Attached file namespece_db.py

1) scp/transfer the script namespace_db.py to each host /tmp directory

1a) Migrate VMs off from the host

2) do 'cp /usr/lib/vmware/vsepmux/bin/namespace_db.py /usr/lib/vmware/vsepmux/bin/namespace_db_py.bak'

3)do 'rm /usr/lib/vmware/vsepmux/bin/namespace_db.py'

4) cp /tmp/namespace_db.py /usr/lib/vmware/vsepmux/bin/

5) check the status and restart the service

/etc/init.d/vShield-Endpoint-Mux status

/etc/init.d/vShield-Endpoint-Mux restart

/etc/init.d/vShield-Endpoint-Mux status

6) Please do steps 1 to 5 on each ESXi host

Well, we eventually did what the KB asked and upgraded NSX to 6.4.2. The issue followed. We then saw that VMware quickly released NSX 6.4.3. Gave that a shot, the issue remained. We never did try the workaround steps as I preferred not to. I tried upgrading the appliances from 6.4.2 to 6.4.3, as well as removing the service completely and re-deploying it, no luck.

The only trigger I can see is when we put a load on the hosts. We're deploying a linked clone Horizon environment to these clusters. When I deploy the GI service and the hosts are empty, all is green. As soon as I start to deploy the Horizon environment, they start to see the alarm. Funnily enough the alarm bounces between hosts. We see hosts that have less VMs than others get it, but then an hour later the alarm could move to the other hosts and clear from the prior ones. It's inconsistent.

I have a cluster right now seeing the issue. 6 hosts, Dell R730XDs, vSan, about 400 VMs. Right now the alarm is showing on host 1 (90 VMs) and host 6 (72VMs). It's not showing on host 2 (48), host 3 (72), host 4 (64), or host 5 (69).

Well on 2nd viewing there, I guess technically the top 2 counts are seeing it. But if that's the issue, and 70 VMs per host is the max, ugh. The VMs BTW have 2 vCPUs and 3GB of memory.

Would love to hear if anyone has seen this before. If I can answer any questions or clarify anything, I'd be glad to. Thanks in advance.

ATFink · ‎09-21-2018

epa80,

At this point, can you confirm whether you are still encountering performance issues or loss of AV protection at the time of the error message?

epa80 · ‎09-21-2018

ATFink,

We have a cluster in this data center that is all brand new Dell model R740xd. There are 42 hosts in total, and on those hosts, I cannot replicate the issue. It only seems to be on the r730 hosts. That being said, performance and protection on the 740 cluster seems normal. No alerts, no performance issues seen or reported.

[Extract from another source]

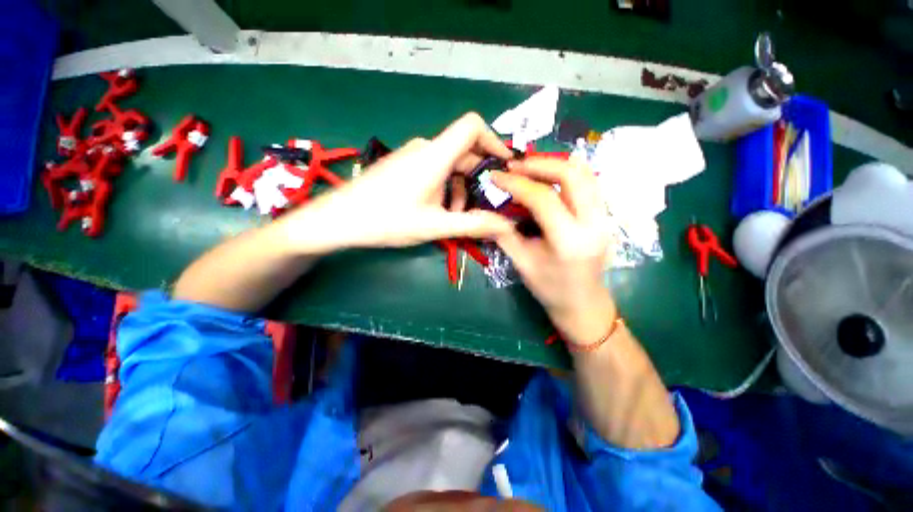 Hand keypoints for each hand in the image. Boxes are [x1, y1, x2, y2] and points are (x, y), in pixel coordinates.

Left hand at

For the r730 clusters, the AV protection from Deep Security is saying things are managed/normal. When the NSX GI issue is happening, I don't see an issue reflected in Deep Security at the same time (or at all really). In terms of performance, it's hard to say because we currently don't have users pointed at this cluster. Prior though, in a different cluster (730s again) where the identical issue was happening, indeed the users complained of sluggishness that could only be resolved by shutting down the GI appliances.

One thing to note: my 740 clusters did experience the issues at one point, but, I believe it may have been resolved by fixing an NTP setting on the NSX Managers. I haven't seen the issue there since applying the fix. And yes the setting is correct on the 730 clusters.

epa80 · ‎09-21-2018

Just double checked and yes, my Deep Security environment is showing no ill affects. If you looked only in that console, you'd never know there's an issue with the NSX Guest Introspection appliances. Green across the board.

sveld · ‎11-08-2018

Hi,

I've a similar issue in following an similar upgrade route; did you find a solution yet? I've opened a case for this with VMWare and Trend Micro but so far no solution yet.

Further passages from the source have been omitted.